Exercise brief –
Could you restate, word for word, the line that has "thumb tip: (723, 1008)" and all lines following it through the end of the entries below?

Exercise materials –
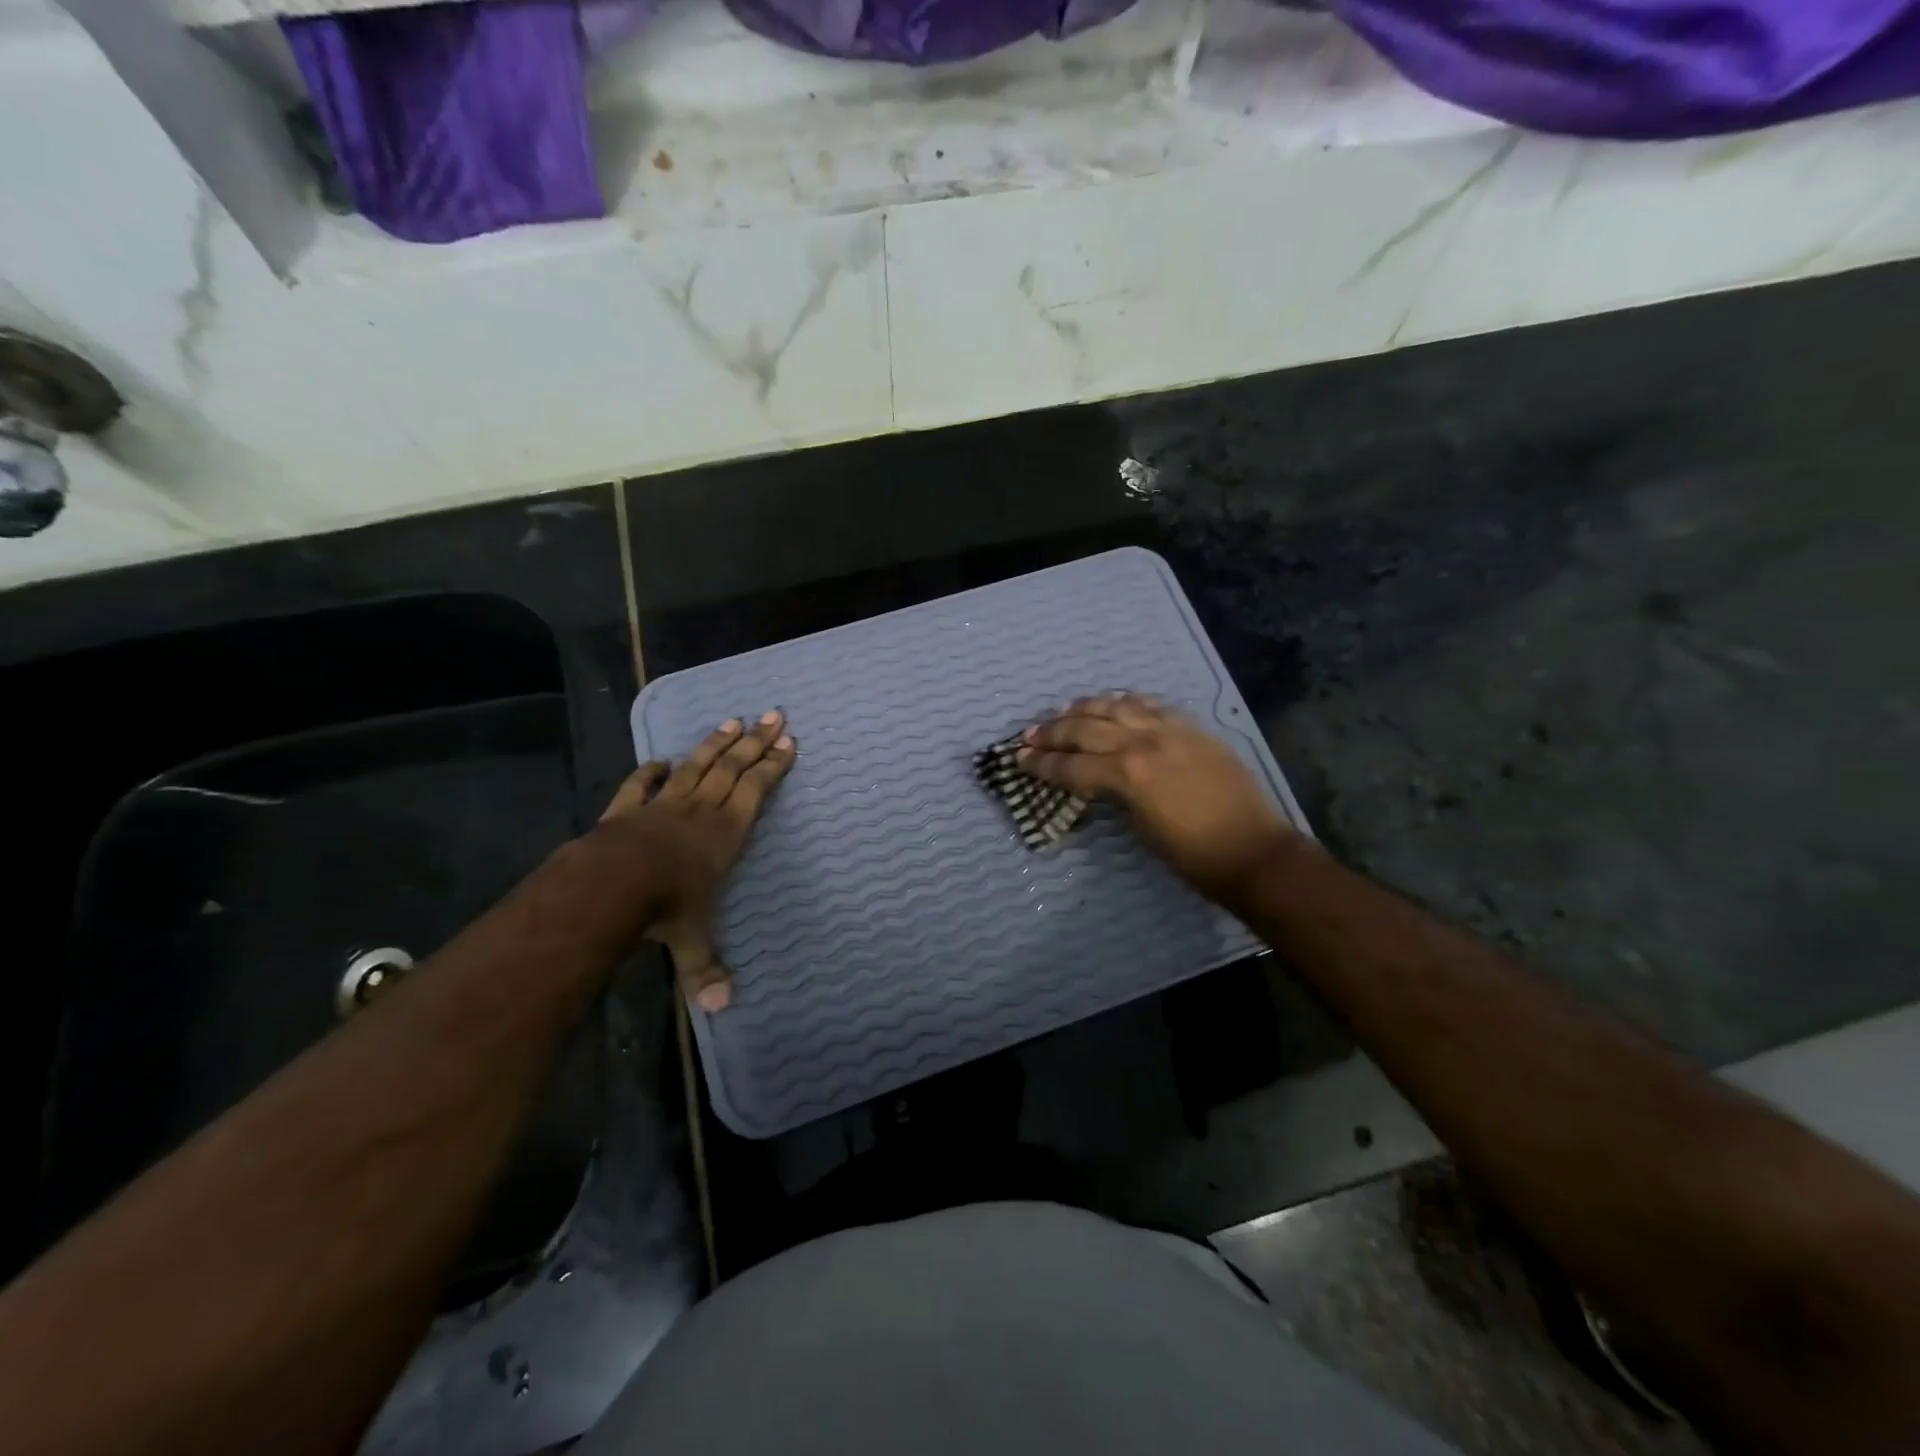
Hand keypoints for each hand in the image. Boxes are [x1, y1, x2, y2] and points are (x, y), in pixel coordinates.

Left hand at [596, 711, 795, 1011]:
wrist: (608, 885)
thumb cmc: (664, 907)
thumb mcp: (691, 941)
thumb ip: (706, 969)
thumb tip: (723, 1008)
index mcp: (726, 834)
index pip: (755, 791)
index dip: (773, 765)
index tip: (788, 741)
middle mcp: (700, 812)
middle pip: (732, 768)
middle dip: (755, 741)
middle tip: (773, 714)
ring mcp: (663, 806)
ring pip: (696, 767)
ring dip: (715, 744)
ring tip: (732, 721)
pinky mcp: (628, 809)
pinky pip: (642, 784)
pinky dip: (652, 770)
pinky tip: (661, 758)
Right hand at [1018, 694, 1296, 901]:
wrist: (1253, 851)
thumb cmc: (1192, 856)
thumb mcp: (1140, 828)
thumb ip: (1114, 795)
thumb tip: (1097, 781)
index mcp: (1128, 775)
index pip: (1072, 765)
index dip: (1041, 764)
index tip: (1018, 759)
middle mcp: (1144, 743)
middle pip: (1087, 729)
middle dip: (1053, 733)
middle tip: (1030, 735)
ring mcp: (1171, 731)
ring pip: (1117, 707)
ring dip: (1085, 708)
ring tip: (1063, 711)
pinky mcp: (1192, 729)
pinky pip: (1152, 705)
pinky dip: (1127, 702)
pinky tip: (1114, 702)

Answer area –
thumb tip: (723, 1008)
index mcp: (726, 834)
index pip: (755, 791)
index dip: (773, 765)
index tip: (788, 741)
middle mcp: (700, 812)
middle pip: (732, 768)
middle dip: (755, 741)
middle tip: (773, 714)
ring mcp: (663, 806)
ring pip: (696, 767)
ring dip: (715, 744)
ring tip: (732, 721)
pinky mcp: (628, 809)
pinky pip: (642, 784)
pinky dip: (652, 770)
pinky tip: (661, 758)
Right hand at [1018, 694, 1296, 901]:
wrist: (1253, 851)
thumb cmc: (1192, 856)
thumb mcp: (1140, 828)
thumb ip: (1114, 795)
thumb tip: (1097, 781)
index mcp: (1128, 775)
index pip: (1072, 765)
index dip: (1041, 764)
index tip: (1018, 759)
middle mcp: (1144, 743)
middle pip: (1087, 729)
middle dip: (1053, 733)
middle tip: (1030, 735)
ring mcp: (1171, 731)
ring pip: (1117, 707)
ring dip: (1085, 708)
ring tip: (1063, 711)
pinky mcp: (1192, 729)
pinky pip: (1152, 705)
pinky dip: (1127, 702)
pinky tip: (1114, 702)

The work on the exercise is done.